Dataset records

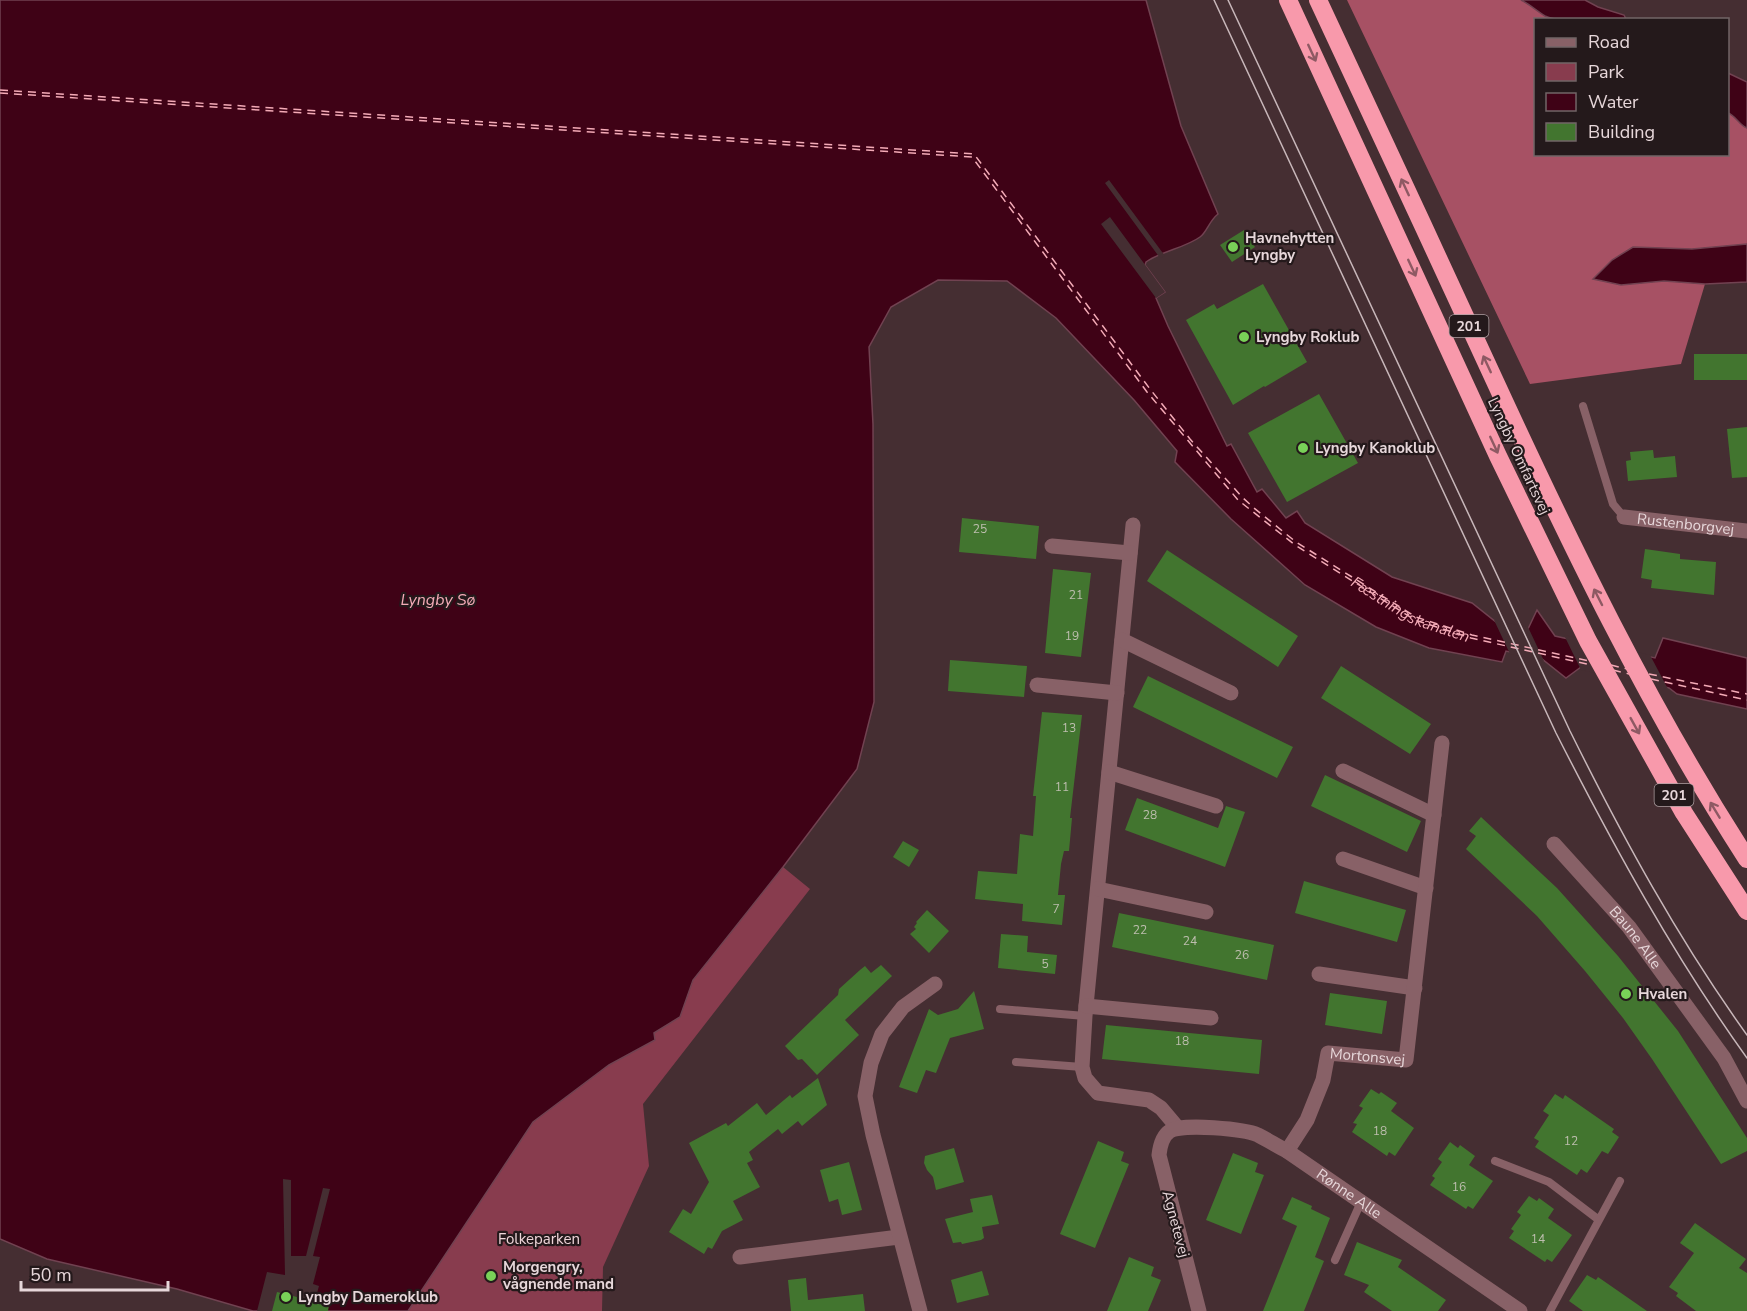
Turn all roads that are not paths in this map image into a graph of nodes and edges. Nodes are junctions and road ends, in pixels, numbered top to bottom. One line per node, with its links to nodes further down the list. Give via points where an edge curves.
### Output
1 (1288, 0): 23 (highway, Lyngby Omfartsvej / 201, one-way to 23, via 1498,456 1588,641 1684,813)
2 (1318, 0): 20 (highway, Lyngby Omfartsvej / 201, one-way to 2, via 1643,684 1564,529)
3 (1583, 406): 4 (lane, via 1613,504)
4 (1624, 517): 6 (street, Rustenborgvej)
5 (1133, 525): 8 (street)
6 (1747, 531)
7 (1052, 546): 8 (street)
8 (1131, 553): 9 (street)
9 (1122, 640): 11 (street); 12 (street)
10 (1037, 685): 11 (street)
11 (1117, 693): 15 (street)
12 (1232, 693)
13 (1442, 743): 17 (street, Mortonsvej)
14 (1343, 771): 17 (street)
15 (1109, 772): 16 (street); 22 (street)
16 (1216, 806)
17 (1434, 814): 21 (street, Mortonsvej)
18 (1554, 844): 33 (street, Baune Alle, via 1629,927 1724,1058)
19 (1343, 859): 21 (street)
20 (1747, 859)
21 (1426, 888): 27 (street, Mortonsvej)
22 (1098, 889): 24 (street); 29 (street)
23 (1747, 911)
24 (1206, 912)
25 (1319, 974): 27 (street)
26 (935, 984): 40 (street, via 903,1007 882,1034 865,1096)
27 (1414, 988): 35 (street, Mortonsvej, via 1406,1060 1328,1053 1323,1080 1307,1120)
28 (1000, 1009): 29 (lane)
29 (1086, 1011): 30 (street); 32 (street)
30 (1211, 1018)
31 (1016, 1062): 32 (lane)
32 (1082, 1067): 34 (street, via 1085,1078 1098,1093 1149,1100)
33 (1747, 1101)
34 (1177, 1127): 35 (street, Rønne Alle, via 1241,1130); 44 (street, Agnetevej, via 1164,1137 1158,1155)
35 (1287, 1151): 38 (street, Rønne Alle)
36 (1495, 1161): 39 (lane, via 1549,1182)
37 (1620, 1181): 39 (lane)
38 (1361, 1202): 42 (lane); 45 (street, Rønne Alle)
39 (1599, 1220): 46 (lane)
40 (899, 1237): 41 (street); 43 (street)
41 (740, 1257)
42 (1335, 1260)
43 (920, 1311)
44 (1199, 1311)
45 (1520, 1311)
46 (1550, 1311)

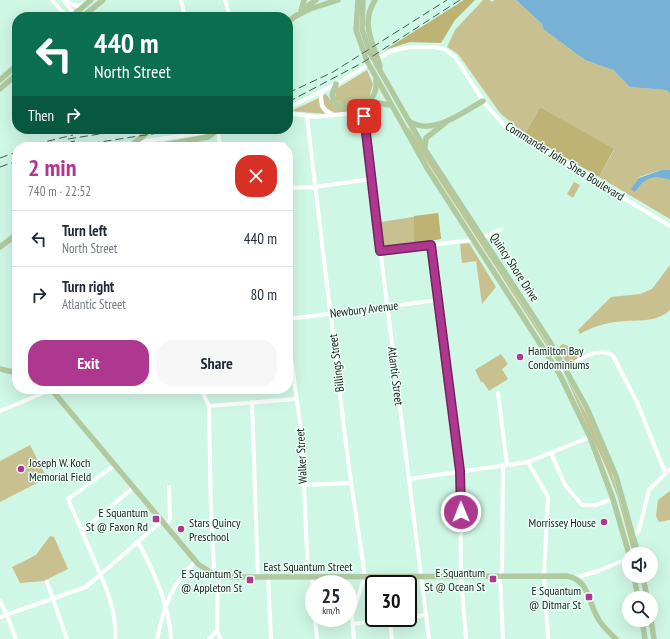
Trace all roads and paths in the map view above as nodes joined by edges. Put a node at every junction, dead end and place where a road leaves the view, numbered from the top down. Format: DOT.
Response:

● WHAT IS EXPECTED:
Your job is to transcribe the records exactly and in full. Pictures are not part of the copy.

● EXERCISE RESULT:
Turn all roads that are not paths in this map image into a graph of nodes and edges. Nodes are junctions and road ends, in pixels, numbered top to bottom. One line per node, with its links to nodes further down the list. Give via points where an edge curves.
### Output
1 (1288, 0): 23 (highway, Lyngby Omfartsvej / 201, one-way to 23, via 1498,456 1588,641 1684,813)
2 (1318, 0): 20 (highway, Lyngby Omfartsvej / 201, one-way to 2, via 1643,684 1564,529)
3 (1583, 406): 4 (lane, via 1613,504)
4 (1624, 517): 6 (street, Rustenborgvej)
5 (1133, 525): 8 (street)
6 (1747, 531)
7 (1052, 546): 8 (street)
8 (1131, 553): 9 (street)
9 (1122, 640): 11 (street); 12 (street)
10 (1037, 685): 11 (street)
11 (1117, 693): 15 (street)
12 (1232, 693)
13 (1442, 743): 17 (street, Mortonsvej)
14 (1343, 771): 17 (street)
15 (1109, 772): 16 (street); 22 (street)
16 (1216, 806)
17 (1434, 814): 21 (street, Mortonsvej)
18 (1554, 844): 33 (street, Baune Alle, via 1629,927 1724,1058)
19 (1343, 859): 21 (street)
20 (1747, 859)
21 (1426, 888): 27 (street, Mortonsvej)
22 (1098, 889): 24 (street); 29 (street)
23 (1747, 911)
24 (1206, 912)
25 (1319, 974): 27 (street)
26 (935, 984): 40 (street, via 903,1007 882,1034 865,1096)
27 (1414, 988): 35 (street, Mortonsvej, via 1406,1060 1328,1053 1323,1080 1307,1120)
28 (1000, 1009): 29 (lane)
29 (1086, 1011): 30 (street); 32 (street)
30 (1211, 1018)
31 (1016, 1062): 32 (lane)
32 (1082, 1067): 34 (street, via 1085,1078 1098,1093 1149,1100)
33 (1747, 1101)
34 (1177, 1127): 35 (street, Rønne Alle, via 1241,1130); 44 (street, Agnetevej, via 1164,1137 1158,1155)
35 (1287, 1151): 38 (street, Rønne Alle)
36 (1495, 1161): 39 (lane, via 1549,1182)
37 (1620, 1181): 39 (lane)
38 (1361, 1202): 42 (lane); 45 (street, Rønne Alle)
39 (1599, 1220): 46 (lane)
40 (899, 1237): 41 (street); 43 (street)
41 (740, 1257)
42 (1335, 1260)
43 (920, 1311)
44 (1199, 1311)
45 (1520, 1311)
46 (1550, 1311)

Trace all roads and paths in the map view above as nodes joined by edges. Put a node at every junction, dead end and place where a road leaves the view, numbered from the top down. Format: DOT.
Response:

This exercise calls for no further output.